Energy stocks <.SXEP> shrugged off a slump in oil prices, adding about 3%. However, the gains were meagre compared to what has been lost over the past month, when a crash in prices had seen the sector plumb a 24-year low and prompted widespread scaling back by major producers.

"The demand hit is weighing heavily on oil prices, and European oil & gas majors are responding to the situation by cancelling share buybacks and reducing capital expenditure," ING analysts wrote in a note.

"These actions, combined with the companies’ robust liquidity and leverage positions should limit the extent of negative credit rating actions."

Chemical producers <.SX4P> were the best performing sector for the day, rising about 3.9%, with several firms looking to benefit from lower crude prices.

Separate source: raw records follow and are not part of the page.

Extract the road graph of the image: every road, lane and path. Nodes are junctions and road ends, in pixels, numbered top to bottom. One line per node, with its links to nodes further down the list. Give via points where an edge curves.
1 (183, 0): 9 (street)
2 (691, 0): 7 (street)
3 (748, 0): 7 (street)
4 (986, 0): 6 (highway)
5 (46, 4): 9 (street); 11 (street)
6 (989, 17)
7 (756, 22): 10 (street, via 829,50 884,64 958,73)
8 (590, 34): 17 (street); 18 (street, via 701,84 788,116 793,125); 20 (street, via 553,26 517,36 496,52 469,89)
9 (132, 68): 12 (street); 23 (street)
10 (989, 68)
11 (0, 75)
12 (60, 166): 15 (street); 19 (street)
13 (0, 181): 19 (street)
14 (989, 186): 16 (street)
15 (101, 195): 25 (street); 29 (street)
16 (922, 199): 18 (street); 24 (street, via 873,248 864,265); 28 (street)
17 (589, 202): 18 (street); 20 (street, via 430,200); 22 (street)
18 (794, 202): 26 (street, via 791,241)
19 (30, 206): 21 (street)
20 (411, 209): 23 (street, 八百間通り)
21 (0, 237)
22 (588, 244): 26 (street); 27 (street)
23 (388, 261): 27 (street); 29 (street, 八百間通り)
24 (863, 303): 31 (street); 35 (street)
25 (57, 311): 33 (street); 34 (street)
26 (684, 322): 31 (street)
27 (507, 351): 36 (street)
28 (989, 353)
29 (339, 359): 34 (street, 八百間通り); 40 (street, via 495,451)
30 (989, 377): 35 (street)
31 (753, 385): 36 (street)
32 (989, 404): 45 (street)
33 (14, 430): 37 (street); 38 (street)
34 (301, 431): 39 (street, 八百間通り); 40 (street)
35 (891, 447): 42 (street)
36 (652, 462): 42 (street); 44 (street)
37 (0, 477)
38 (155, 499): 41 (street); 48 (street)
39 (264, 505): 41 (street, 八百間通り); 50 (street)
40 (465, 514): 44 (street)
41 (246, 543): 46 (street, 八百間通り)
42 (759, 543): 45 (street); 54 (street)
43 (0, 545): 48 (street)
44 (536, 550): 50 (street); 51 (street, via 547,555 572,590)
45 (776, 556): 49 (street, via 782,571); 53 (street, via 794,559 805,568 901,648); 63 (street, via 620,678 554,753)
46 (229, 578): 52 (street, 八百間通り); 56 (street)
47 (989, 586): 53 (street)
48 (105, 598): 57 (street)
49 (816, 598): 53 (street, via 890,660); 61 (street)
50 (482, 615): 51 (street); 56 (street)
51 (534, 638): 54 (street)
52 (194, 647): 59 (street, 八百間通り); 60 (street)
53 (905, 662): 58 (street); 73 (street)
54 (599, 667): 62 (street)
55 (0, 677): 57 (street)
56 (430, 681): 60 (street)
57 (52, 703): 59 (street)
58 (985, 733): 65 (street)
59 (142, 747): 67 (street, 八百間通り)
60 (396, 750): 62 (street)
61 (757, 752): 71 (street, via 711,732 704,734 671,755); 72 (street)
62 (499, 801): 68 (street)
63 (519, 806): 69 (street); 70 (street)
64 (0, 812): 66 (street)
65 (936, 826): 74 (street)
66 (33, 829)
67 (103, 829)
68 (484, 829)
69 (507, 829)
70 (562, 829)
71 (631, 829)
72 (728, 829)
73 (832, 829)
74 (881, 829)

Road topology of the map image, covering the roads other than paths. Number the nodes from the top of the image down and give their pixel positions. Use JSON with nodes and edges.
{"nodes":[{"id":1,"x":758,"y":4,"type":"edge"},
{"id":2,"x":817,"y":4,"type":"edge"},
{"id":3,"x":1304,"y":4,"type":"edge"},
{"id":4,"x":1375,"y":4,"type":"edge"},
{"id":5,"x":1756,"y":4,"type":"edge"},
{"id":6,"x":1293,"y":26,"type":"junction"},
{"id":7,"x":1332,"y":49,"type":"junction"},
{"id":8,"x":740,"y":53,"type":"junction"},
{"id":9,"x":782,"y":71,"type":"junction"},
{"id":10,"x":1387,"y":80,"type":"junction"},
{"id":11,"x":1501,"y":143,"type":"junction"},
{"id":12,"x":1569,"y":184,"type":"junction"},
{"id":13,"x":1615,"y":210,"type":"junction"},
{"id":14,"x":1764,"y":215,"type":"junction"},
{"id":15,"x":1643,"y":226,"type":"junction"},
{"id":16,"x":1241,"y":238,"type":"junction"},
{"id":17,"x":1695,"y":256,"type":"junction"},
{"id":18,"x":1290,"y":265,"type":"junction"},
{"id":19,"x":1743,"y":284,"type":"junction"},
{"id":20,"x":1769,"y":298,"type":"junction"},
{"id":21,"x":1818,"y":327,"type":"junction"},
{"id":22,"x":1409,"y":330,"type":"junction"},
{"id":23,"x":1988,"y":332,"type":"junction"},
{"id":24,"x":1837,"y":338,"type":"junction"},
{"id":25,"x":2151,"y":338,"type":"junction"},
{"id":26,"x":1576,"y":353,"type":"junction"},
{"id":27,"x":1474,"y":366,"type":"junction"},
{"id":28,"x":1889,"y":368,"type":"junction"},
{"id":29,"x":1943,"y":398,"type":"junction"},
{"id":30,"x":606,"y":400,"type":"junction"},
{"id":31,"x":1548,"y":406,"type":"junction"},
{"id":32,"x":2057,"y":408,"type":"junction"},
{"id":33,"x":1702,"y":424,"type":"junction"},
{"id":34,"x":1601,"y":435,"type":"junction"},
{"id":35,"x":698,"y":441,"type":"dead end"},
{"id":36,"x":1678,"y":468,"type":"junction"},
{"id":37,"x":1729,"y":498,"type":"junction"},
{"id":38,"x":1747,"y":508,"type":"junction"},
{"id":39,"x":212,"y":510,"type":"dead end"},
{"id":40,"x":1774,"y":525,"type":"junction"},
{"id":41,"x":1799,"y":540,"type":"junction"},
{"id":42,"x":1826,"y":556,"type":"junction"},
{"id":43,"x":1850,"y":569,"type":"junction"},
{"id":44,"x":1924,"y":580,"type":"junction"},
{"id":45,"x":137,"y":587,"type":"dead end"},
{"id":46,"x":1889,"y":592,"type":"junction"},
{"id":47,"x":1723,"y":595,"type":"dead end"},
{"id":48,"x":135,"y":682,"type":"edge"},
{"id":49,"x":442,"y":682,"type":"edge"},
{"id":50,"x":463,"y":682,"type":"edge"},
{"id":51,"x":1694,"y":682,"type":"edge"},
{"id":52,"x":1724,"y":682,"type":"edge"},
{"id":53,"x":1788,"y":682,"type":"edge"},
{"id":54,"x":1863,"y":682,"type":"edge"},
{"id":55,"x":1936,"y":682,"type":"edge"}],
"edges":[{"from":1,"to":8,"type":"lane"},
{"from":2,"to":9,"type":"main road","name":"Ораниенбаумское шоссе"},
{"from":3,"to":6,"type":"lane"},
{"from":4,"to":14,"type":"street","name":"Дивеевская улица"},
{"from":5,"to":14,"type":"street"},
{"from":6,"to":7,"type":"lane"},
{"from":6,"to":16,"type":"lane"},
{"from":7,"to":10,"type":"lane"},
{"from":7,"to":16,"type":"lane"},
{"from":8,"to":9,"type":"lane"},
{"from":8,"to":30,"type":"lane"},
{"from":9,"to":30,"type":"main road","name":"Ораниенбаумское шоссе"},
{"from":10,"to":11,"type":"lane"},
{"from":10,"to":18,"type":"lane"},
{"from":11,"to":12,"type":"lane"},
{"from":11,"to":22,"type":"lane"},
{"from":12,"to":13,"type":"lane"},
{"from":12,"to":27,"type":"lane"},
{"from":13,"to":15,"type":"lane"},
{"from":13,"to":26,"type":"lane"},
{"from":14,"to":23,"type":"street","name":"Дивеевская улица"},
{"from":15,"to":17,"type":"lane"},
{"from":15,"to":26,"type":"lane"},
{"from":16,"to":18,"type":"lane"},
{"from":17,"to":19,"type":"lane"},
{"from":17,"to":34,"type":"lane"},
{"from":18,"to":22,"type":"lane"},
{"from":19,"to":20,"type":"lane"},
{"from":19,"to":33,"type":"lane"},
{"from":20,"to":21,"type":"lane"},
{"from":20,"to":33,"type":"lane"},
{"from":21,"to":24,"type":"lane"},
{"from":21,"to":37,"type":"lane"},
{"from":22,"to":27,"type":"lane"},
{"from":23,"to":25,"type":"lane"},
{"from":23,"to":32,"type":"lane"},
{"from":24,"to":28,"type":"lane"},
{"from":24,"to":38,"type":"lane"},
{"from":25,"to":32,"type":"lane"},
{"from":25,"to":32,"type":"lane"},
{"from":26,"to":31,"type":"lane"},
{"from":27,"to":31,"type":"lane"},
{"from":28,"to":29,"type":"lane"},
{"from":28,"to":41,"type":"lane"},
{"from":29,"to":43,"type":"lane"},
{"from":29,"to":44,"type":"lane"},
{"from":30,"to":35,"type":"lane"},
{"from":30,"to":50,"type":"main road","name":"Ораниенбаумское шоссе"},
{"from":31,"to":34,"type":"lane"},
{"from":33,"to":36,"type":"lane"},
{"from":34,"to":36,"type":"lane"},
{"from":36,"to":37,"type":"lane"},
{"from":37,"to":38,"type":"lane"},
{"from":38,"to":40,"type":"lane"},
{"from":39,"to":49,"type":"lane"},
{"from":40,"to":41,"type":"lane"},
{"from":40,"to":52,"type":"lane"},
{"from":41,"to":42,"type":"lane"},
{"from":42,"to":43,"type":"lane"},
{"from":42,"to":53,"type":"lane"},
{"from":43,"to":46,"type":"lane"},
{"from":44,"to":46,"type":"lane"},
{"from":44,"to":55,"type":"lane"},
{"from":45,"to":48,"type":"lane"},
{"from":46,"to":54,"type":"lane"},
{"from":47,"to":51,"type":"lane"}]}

On the other hand, bank stocks <.SX7P> slumped 3.1% as lenders complied with the European Central Bank's call to freeze dividends in a bid to shore up credit, with the pandemic causing a liquidity squeeze across the bloc.

Spain's bank-heavy Ibex index <.IBEX> dropped 1.7%.

Travel and leisure stocks <.SXTP>, among the worst hit from the virtual halt in global travel, fell 0.6% on Monday as JP Morgan forecast a 42% slump in aftermarket sales in the European civil aerospace sector in 2020.

London-listed mid-cap stocks <.FTMC> fell as a senior medical officer said the lockdown in Britain could last for months.

British shopping centre owner Hammerson <HMSO.L> plummeted 22%, bottoming out the STOXX 600 after it suspended its guidance and its 2019 dividend.